Chinese electric vehicle giant BYD on Saturday announced plans to open a car production plant in Pakistan, where it will also start selling three models through a partnership with Mega Motors.
BYD is the first major new electric vehicle (NEV) entrant in the Pakistani market, where there is a lack of charging infrastructure.
“Our entry into the Pakistani market is not just about bringing advanced vehicles to consumers,” said Liu Xueliang, BYD’s general manager for Asia Pacific.
“It’s about driving a broader vision of environmental responsibility and technological innovation.”
BYD also plans to open three “flagship stores and experience centres” in Karachi, Lahore and Islamabad, the company said at a launch event in Lahore, adding it plans to start selling two SUV models and a sedan from the fourth quarter of 2024.
Mega Motors is a unit of Pakistan’s largest private utility Hub Power Co Ltd, known as Hubco.
“We will establish Pakistan’s first NEV assembly plant... dedicated to producing BYD’s cutting-edge new energy vehicles,” said Hubco Chief Executive Kamran Kamal, who described the deal as a “landmark investment”.
The new plant will begin operations in 2026, Kamal told Reuters.
Hubco will setup fast-charging stations across major cities, motorways and highways to enhance Pakistan’s charging infrastructure.
A week earlier, China’s electric vehicle (EV) giant BYD launched a new version of its Seal EV, the company’s first model equipped with lidar sensors.
The 2025 version of Seal will sell for prices starting at 175,800 yuan ($24,515.41), BYD said on its social media account.
China’s BYD posted a 21% rise in second-quarter electric vehicle sales, closing the gap with Tesla after handing back the world’s top EV vendor title to the US rival in the first quarter.

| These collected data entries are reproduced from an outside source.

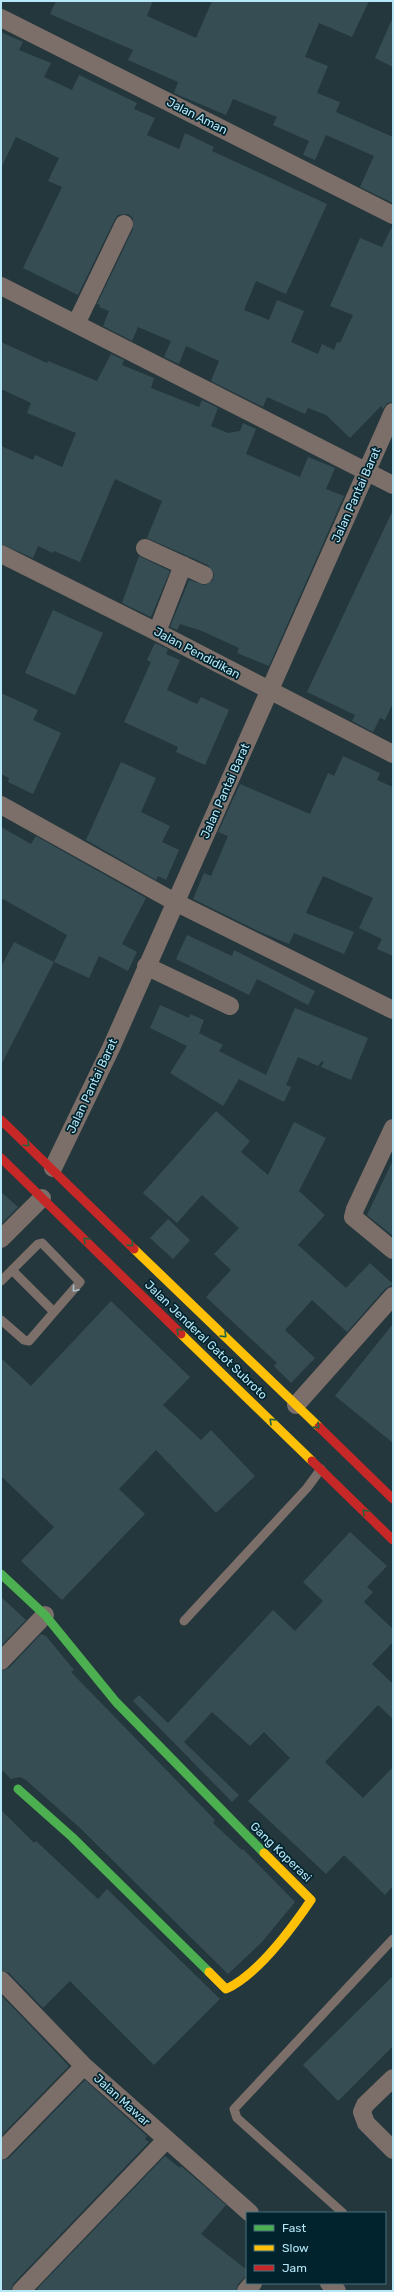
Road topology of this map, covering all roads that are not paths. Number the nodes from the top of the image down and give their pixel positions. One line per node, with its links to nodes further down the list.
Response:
1 (1, 18): 2 (street, Jalan Aman)
2 (393, 215)
3 (124, 224): 5 (street)
4 (1, 286): 5 (street)
5 (76, 324): 7 (street)
6 (393, 412): 7 (street, Jalan Pantai Barat)
7 (366, 471): 8 (street); 14 (street, Jalan Pantai Barat)
8 (393, 485)
9 (145, 548): 11 (street)
10 (1, 554): 13 (street, Jalan Pendidikan)
11 (184, 565): 12 (street); 13 (street)
12 (204, 576)
13 (157, 632): 14 (street, Jalan Pendidikan)
14 (270, 692): 15 (street, Jalan Pendidikan); 17 (street, Jalan Pantai Barat)
15 (393, 754)
16 (1, 805): 17 (street)
17 (175, 902): 18 (street, Jalan Pantai Barat); 20 (street)
18 (146, 966): 19 (street); 24 (street, Jalan Pantai Barat)
19 (230, 1006)
20 (393, 1010)
21 (1, 1120): 24 (main road, Jalan Jenderal Gatot Subroto, one-way to 24)
22 (393, 1128): 27 (street)
23 (1, 1158): 25 (main road, Jalan Jenderal Gatot Subroto)
24 (53, 1168): 33 (main road, Jalan Jenderal Gatot Subroto, one-way to 33)
25 (42, 1198): 26 (street); 34 (main road, Jalan Jenderal Gatot Subroto, one-way to 25)
26 (1, 1239)
27 (393, 1250)
28 (12, 1270): 29 (lane); 31 (lane); 31 (lane, one-way to 31)
29 (1, 1281)
30 (393, 1296): 33 (street)
31 (54, 1312): 32 (lane)
32 (1, 1320)
33 (296, 1406): 35 (main road, Jalan Jenderal Gatot Subroto, one-way to 35)
34 (321, 1469): 36 (main road, Jalan Jenderal Gatot Subroto, one-way to 34); 39 (lane)
35 (393, 1499)
36 (393, 1540)
37 (1, 1574): 38 (main road, Gang Koperasi)
38 (45, 1615): 40 (street); 41 (main road, Gang Koperasi)
39 (184, 1621)
40 (1, 1661)
41 (18, 1789)
42 (393, 1939): 50 (lane)
43 (1, 1980): 44 (street, Jalan Mawar)
44 (84, 2066): 46 (street, Jalan Mawar); 48 (street)
45 (393, 2078): 47 (street)
46 (166, 2140): 49 (street, Jalan Mawar); 52 (street)
47 (393, 2150)
48 (1, 2151)
49 (249, 2212)
50 (342, 2212)
51 (329, 2284): 53 (street)
52 (21, 2291)
53 (337, 2291)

BYD sold 426,039 EVs in the April-June quarter, according to Reuters’ calculations based on its monthly sales reports. That is almost 18,000 vehicles fewer than Tesla’s vehicle deliveries for the second quarter, but far closer than the more than 86,000 gap in the prior quarter.

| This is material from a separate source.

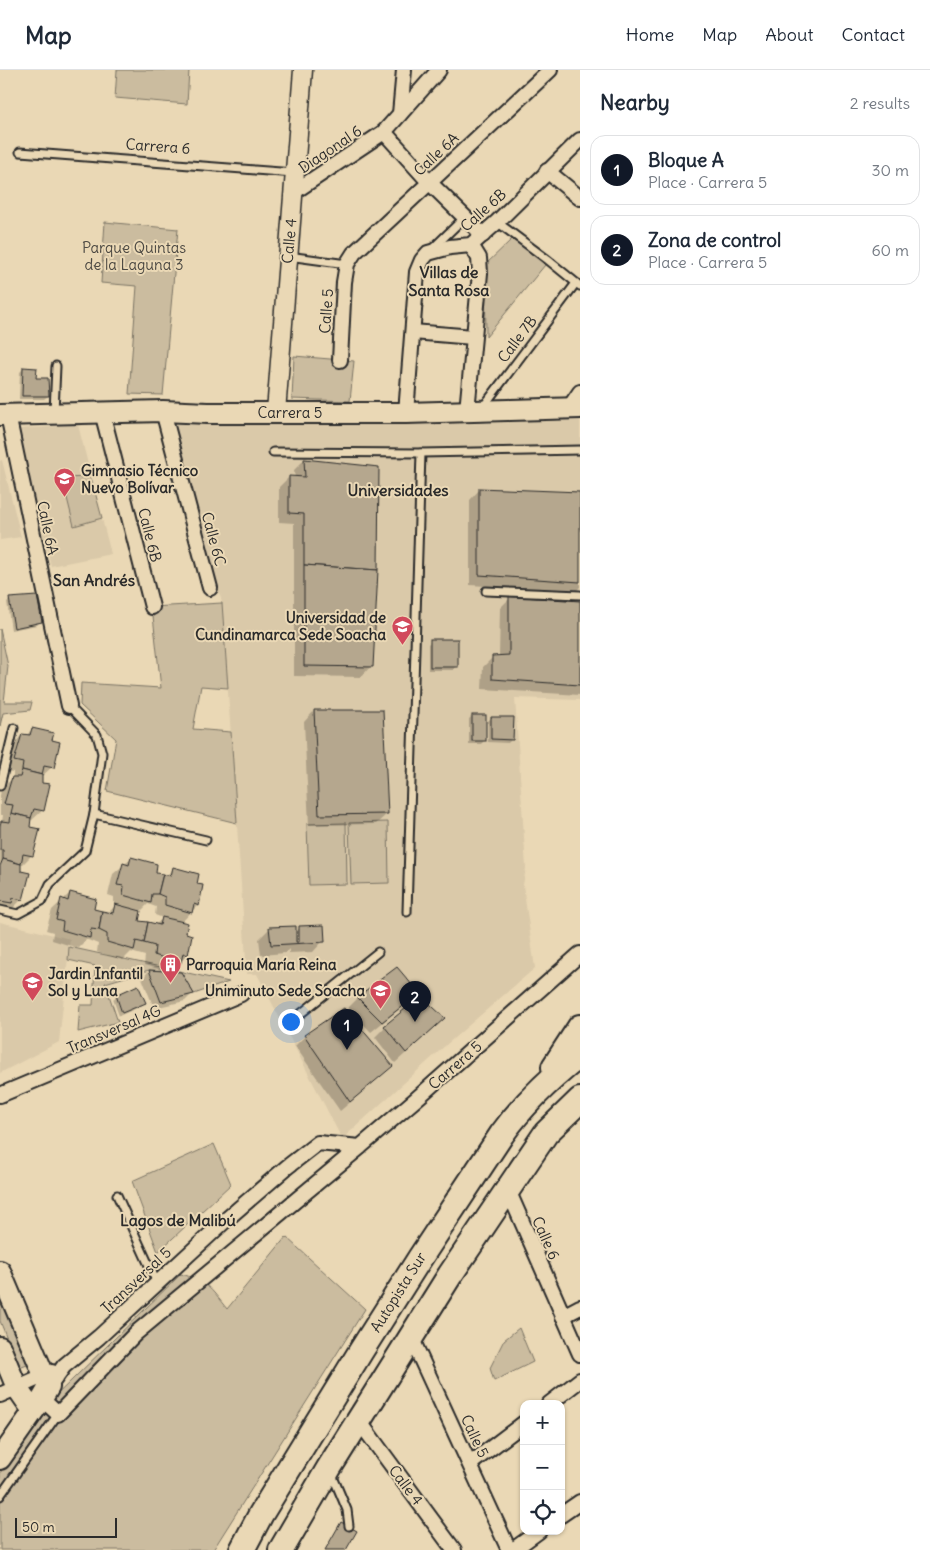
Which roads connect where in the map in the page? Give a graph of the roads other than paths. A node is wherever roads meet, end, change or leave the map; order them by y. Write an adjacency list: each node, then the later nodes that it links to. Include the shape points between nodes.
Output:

Tesla’s second-quarter deliveries fell by a smaller than expected 4.8% to 443,956 vehicles on Tuesday, but that still marked the first time the US firm posted two straight quarters of decline as it deals with stiff competition in China and slow demand due to a lack of affordable new models. Price cuts and incentives helped Tesla beat expectations, however, pushing shares up about 5% in morning trading.Tesla’s China-made EV sales in June fell 24.2% from a year earlier to 71,007, according to data from China Passenger Car Association (CPCA), extending a year-on-year decline for a third month.

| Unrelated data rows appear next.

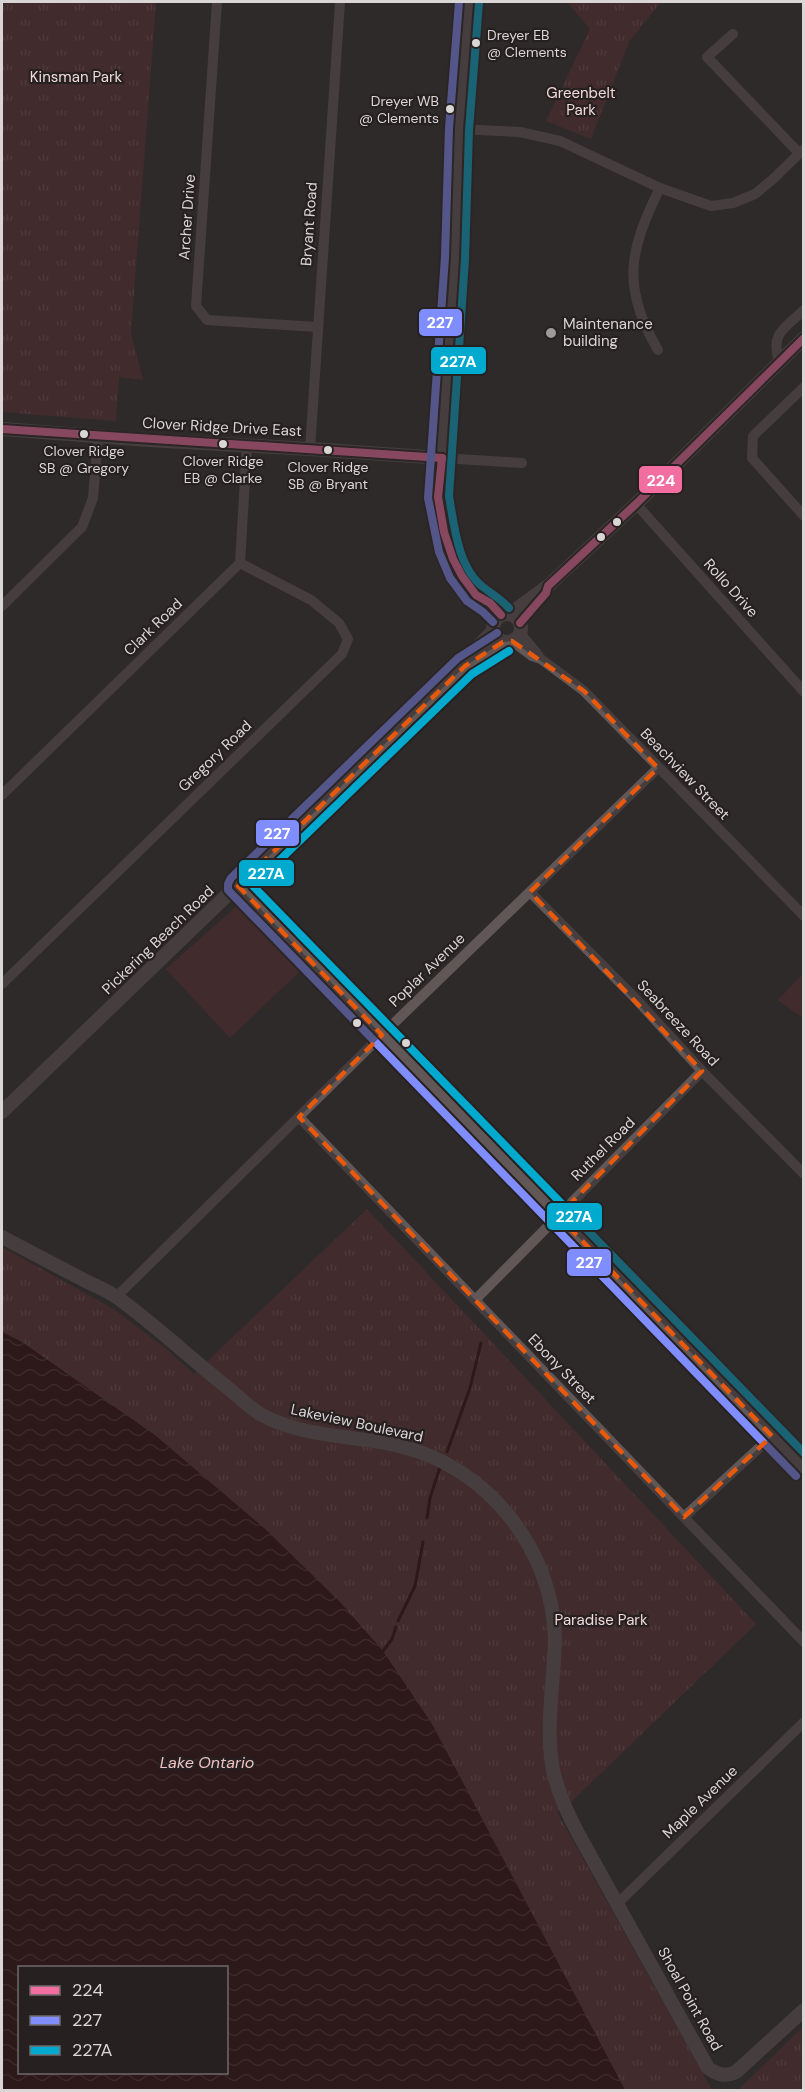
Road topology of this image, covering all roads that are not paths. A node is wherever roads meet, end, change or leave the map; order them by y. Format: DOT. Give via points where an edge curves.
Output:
graph roads {
  1 [pos="217,2"];
  2 [pos="340,2"];
  3 [pos="469,2"];
  4 [pos="733,34"];
  5 [pos="459,129"];
  6 [pos="802,151"];
  7 [pos="660,188"];
  8 [pos="804,310"];
  9 [pos="317,327"];
  10 [pos="804,338"];
  11 [pos="658,350"];
  12 [pos="779,361"];
  13 [pos="804,387"];
  14 [pos="2,429"];
  15 [pos="98,436"];
  16 [pos="247,445"];
  17 [pos="310,449"];
  18 [pos="442,459"];
  19 [pos="522,463"];
  20 [pos="636,504"];
  21 [pos="804,516"];
  22 [pos="240,563"];
  23 [pos="2,606"];
  24 [pos="507,628"];
  25 [pos="804,692"];
  26 [pos="658,768"];
  27 [pos="2,795"];
  28 [pos="238,886"];
  29 [pos="530,892"];
  30 [pos="804,916"];
  31 [pos="2,984"];
  32 [pos="382,1035"];
  33 [pos="702,1071"];
  34 [pos="2,1112"];
  35 [pos="299,1117"];
  36 [pos="804,1174"];
  37 [pos="558,1216"];
  38 [pos="2,1236"];
  39 [pos="116,1297"];
  40 [pos="475,1300"];
  41 [pos="771,1436"];
  42 [pos="804,1469"];
  43 [pos="684,1517"];
  44 [pos="804,1642"];
  45 [pos="804,1722"];
  46 [pos="618,1903"];
  47 [pos="804,2010"];
  1 -- 9 [label="street, Archer Drive" via="196,306 207,320"];
  2 -- 9 [label="street, Bryant Road"];
  3 -- 5 [label="street"];
  4 -- 6 [label="street" via="707,57"];
  5 -- 7 [label="street" via="520,132 560,141"];
  5 -- 18 [label="street"];
  6 -- 7 [label="street" via="755,194 733,203 711,206"];
  7 -- 11 [label="street" via="636,245 633,282 637,306"];
  8 -- 12 [label="street" via="778,335 775,348"];
  9 -- 17 [label="street, Bryant Road"];
  10 -- 12 [label="street, Pickering Beach Road"];
  12 -- 20 [label="street, Pickering Beach Road"];
  13 -- 21 [label="street" via="753,436 752,458"];
  14 -- 15 [label="street, Clover Ridge Drive East"];
  15 -- 16 [label="street, Clover Ridge Drive East"];
  15 -- 23 [label="street" via="93,498 82,526"];
  16 -- 17 [label="street, Clover Ridge Drive East"];
  16 -- 22 [label="street"];
  17 -- 18 [label="street, Clover Ridge Drive East"];
  18 -- 19 [label="street"];
  18 -- 24 [label="street" via="438,497 444,532 458,567 476,596 490,603"];
  20 -- 24 [label="street, Pickering Beach Road"];
  20 -- 25 [label="street, Rollo Drive"];
  22 -- 27 [label="street, Clark Road"];
  22 -- 31 [label="street, Gregory Road" via="311,600 339,623 348,639 342,654"];
  24 -- 26 [label="street, Beachview Street" via="584,691"];
  24 -- 28 [label="street, Pickering Beach Road"];
  26 -- 29 [label="street, Poplar Avenue"];
  26 -- 30 [label="street, Beachview Street"];
  28 -- 32 [label="street"];
  28 -- 34 [label="street, Pickering Beach Road"];
  29 -- 32 [label="street, Poplar Avenue"];
  29 -- 33 [label="street, Seabreeze Road"];
  32 -- 35 [label="street, Poplar Avenue"];
  32 -- 37 [label="street"];
  33 -- 36 [label="street, Seabreeze Road"];
  33 -- 37 [label="street, Ruthel Road"];
  35 -- 39 [label="street, Poplar Avenue"];
  35 -- 40 [label="street, Ebony Street"];
  37 -- 40 [label="street, Ruthel Road"];
  37 -- 41 [label="street"];
  38 -- 39 [label="street, Lakeview Boulevard"];
  39 -- 46 [label="street, Lakeview Boulevard" via="262,1414 294,1428 401,1446 436,1458 478,1485 507,1513 541,1569 551,1606 555,1639 550,1728 556,1783 570,1818"];
  40 -- 43 [label="street, Ebony Street"];
  41 -- 42 [label="street"];
  41 -- 43 [label="street"];
  43 -- 44 [label="street, Ebony Street"];
  45 -- 46 [label="street, Maple Avenue"];
  46 -- 47 [label="street, Shoal Point Road" via="713,2071 726,2075 736,2072"];
}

Tesla has hit a speed bump after years of rapid growth that helped make it the world’s most valuable automaker. It warned in January that deliveries growth in 2024 would be “notably lower” as a boost from months-long price cuts wanes.
Separately, global sales of fully electric and plug-in hybrid vehicles rose by a yearly 21% in July, thanks to China’s strongest growth this year and despite dropping demand in Europe, market research firm Rho Motion said Monday.
In the European Union MG Motor, owned by China’s SAIC Motor Corp, expects to be hit hardest by provisional tariffs imposed on EVs imported from China, Rho Motion data manager Charles Lester told Reuters.
The impact of the tariffs should be smaller on Tesla, which can produce in its Berlin factory, and Chinese EV giant BYD, whose presence in Europe remains small, Lester said.
EVs - whether fully electric (BEV) or plug-in hybrids (PHEV) - sold worldwide were at 1.35 million in July, of which 0.88 million were in China, where they were up 31% year-on-year, the data showed.
PHEVs sold in China in the first seven months of 2024 were up 70% from last year.
BYD, China’s and the world’s biggest EV maker, reported in the same period increases of 13% and 44% in its global BEV and PHEV sales, respectively.
In Europe, monthly sales were down 7.8% in July, to year-to-date figures in line with 2023. In the seven months to July, they dropped by 12% in Germany, the EU’s biggest EV market.
In the United States and Canada, EV sales were up 7.1% in July.